* _About this task_: Filter the records below for the word "Greenlawn". Copy each line that holds it.
Top of Material provided
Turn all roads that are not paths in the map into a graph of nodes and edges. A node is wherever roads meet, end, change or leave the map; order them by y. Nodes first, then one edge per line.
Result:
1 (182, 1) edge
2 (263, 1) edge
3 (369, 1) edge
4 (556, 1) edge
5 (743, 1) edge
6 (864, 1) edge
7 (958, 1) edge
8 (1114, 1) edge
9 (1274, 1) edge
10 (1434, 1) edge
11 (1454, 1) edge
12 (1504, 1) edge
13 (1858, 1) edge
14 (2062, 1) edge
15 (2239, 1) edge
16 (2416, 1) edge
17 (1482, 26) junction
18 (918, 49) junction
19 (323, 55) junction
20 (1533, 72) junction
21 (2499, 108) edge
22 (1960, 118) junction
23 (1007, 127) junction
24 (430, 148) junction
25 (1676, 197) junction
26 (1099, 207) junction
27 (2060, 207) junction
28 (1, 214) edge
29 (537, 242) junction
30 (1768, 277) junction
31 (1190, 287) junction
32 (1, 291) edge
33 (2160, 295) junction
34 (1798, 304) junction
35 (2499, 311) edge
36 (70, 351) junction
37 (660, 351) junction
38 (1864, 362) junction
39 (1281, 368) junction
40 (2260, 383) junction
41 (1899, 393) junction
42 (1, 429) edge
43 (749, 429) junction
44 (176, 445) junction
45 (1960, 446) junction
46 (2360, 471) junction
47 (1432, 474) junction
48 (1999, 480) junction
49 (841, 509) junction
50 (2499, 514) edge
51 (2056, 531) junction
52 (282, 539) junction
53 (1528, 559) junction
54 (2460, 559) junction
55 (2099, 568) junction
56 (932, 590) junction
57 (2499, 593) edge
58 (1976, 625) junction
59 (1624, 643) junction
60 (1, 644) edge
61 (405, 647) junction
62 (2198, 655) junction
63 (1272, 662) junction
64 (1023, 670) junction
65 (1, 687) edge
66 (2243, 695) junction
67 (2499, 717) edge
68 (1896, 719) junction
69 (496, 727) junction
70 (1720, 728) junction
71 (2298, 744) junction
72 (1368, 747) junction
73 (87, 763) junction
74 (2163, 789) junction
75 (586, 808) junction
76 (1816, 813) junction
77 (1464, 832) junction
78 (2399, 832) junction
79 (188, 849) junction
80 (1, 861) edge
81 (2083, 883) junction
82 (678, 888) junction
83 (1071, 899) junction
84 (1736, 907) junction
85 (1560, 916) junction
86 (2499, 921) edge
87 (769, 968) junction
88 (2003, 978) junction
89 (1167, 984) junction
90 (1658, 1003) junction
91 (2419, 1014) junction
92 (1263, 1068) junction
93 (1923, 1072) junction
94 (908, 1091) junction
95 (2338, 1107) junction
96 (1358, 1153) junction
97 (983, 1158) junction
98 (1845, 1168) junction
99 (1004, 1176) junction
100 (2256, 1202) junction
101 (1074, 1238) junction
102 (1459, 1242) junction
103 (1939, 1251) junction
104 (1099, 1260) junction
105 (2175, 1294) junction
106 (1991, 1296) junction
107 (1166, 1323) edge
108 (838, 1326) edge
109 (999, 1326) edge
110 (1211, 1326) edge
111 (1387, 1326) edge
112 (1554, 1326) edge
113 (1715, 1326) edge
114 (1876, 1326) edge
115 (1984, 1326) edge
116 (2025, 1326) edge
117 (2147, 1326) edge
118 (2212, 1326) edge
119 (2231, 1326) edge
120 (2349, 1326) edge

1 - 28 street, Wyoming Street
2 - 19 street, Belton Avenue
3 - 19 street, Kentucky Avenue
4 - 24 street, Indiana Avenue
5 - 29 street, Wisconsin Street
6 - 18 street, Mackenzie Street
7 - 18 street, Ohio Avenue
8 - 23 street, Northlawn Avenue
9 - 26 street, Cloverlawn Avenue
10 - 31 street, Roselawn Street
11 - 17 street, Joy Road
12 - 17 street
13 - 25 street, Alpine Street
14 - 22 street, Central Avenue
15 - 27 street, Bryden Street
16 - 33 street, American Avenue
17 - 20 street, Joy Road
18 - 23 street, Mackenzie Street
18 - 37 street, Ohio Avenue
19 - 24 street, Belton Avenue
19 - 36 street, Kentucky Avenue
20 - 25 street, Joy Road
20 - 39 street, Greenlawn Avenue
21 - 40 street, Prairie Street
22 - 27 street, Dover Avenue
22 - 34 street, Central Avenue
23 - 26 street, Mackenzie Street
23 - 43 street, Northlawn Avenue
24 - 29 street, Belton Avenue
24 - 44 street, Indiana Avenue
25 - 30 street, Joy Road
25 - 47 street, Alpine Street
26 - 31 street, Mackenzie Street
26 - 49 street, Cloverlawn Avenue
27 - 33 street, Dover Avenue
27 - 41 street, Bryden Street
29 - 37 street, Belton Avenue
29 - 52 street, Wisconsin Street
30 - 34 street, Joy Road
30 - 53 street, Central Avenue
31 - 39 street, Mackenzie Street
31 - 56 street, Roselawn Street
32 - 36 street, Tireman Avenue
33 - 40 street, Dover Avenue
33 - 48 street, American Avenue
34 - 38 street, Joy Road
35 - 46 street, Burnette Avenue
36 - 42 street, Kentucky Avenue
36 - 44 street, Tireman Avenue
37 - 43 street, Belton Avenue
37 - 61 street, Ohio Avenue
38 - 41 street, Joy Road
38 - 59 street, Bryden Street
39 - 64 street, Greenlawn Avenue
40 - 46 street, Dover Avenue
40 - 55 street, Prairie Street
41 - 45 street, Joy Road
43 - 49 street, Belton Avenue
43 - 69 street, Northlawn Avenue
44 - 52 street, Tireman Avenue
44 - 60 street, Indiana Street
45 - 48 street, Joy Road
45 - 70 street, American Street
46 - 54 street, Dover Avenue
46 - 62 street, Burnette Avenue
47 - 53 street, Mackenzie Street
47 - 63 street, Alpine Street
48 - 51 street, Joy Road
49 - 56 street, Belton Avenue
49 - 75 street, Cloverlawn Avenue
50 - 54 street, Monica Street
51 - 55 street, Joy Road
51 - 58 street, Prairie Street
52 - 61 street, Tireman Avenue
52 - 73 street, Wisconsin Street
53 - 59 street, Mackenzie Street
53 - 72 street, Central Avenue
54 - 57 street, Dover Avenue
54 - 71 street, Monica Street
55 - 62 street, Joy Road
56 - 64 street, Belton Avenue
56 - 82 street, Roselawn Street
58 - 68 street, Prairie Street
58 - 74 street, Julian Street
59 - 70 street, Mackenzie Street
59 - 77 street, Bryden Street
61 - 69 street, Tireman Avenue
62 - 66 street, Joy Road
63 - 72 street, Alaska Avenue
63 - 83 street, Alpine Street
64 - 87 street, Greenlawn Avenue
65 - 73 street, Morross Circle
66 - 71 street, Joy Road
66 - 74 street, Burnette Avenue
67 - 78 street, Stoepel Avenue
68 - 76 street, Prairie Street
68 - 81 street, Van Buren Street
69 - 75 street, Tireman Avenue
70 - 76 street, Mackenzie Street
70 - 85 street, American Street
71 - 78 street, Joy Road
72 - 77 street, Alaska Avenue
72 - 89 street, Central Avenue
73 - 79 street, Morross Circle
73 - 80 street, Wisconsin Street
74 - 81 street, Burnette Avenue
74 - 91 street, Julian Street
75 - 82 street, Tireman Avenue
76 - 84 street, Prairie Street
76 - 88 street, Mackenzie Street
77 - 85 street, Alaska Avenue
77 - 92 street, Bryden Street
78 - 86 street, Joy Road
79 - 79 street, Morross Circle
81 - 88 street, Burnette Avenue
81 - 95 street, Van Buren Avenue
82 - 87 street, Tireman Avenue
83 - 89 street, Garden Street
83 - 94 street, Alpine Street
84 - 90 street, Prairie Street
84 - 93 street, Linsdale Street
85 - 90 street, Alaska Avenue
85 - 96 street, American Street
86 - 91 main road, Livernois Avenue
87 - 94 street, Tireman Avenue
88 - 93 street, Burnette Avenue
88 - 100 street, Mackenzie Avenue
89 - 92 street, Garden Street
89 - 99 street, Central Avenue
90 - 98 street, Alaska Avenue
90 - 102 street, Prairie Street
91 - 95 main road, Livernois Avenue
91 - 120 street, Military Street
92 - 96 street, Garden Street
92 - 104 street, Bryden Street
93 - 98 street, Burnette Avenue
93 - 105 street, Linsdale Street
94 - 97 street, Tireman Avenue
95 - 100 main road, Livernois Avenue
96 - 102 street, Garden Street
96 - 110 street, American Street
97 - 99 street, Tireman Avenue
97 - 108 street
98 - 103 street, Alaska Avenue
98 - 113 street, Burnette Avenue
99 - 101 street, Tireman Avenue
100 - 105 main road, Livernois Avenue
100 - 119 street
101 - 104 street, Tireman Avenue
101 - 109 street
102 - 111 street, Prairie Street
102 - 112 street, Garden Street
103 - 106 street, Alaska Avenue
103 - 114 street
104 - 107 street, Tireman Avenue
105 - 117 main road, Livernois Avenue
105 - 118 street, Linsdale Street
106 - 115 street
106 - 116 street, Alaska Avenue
Bottom of Material provided
* _Result for this task_:
20 - 39 street, Greenlawn Avenue
39 - 64 street, Greenlawn Avenue
64 - 87 street, Greenlawn Avenue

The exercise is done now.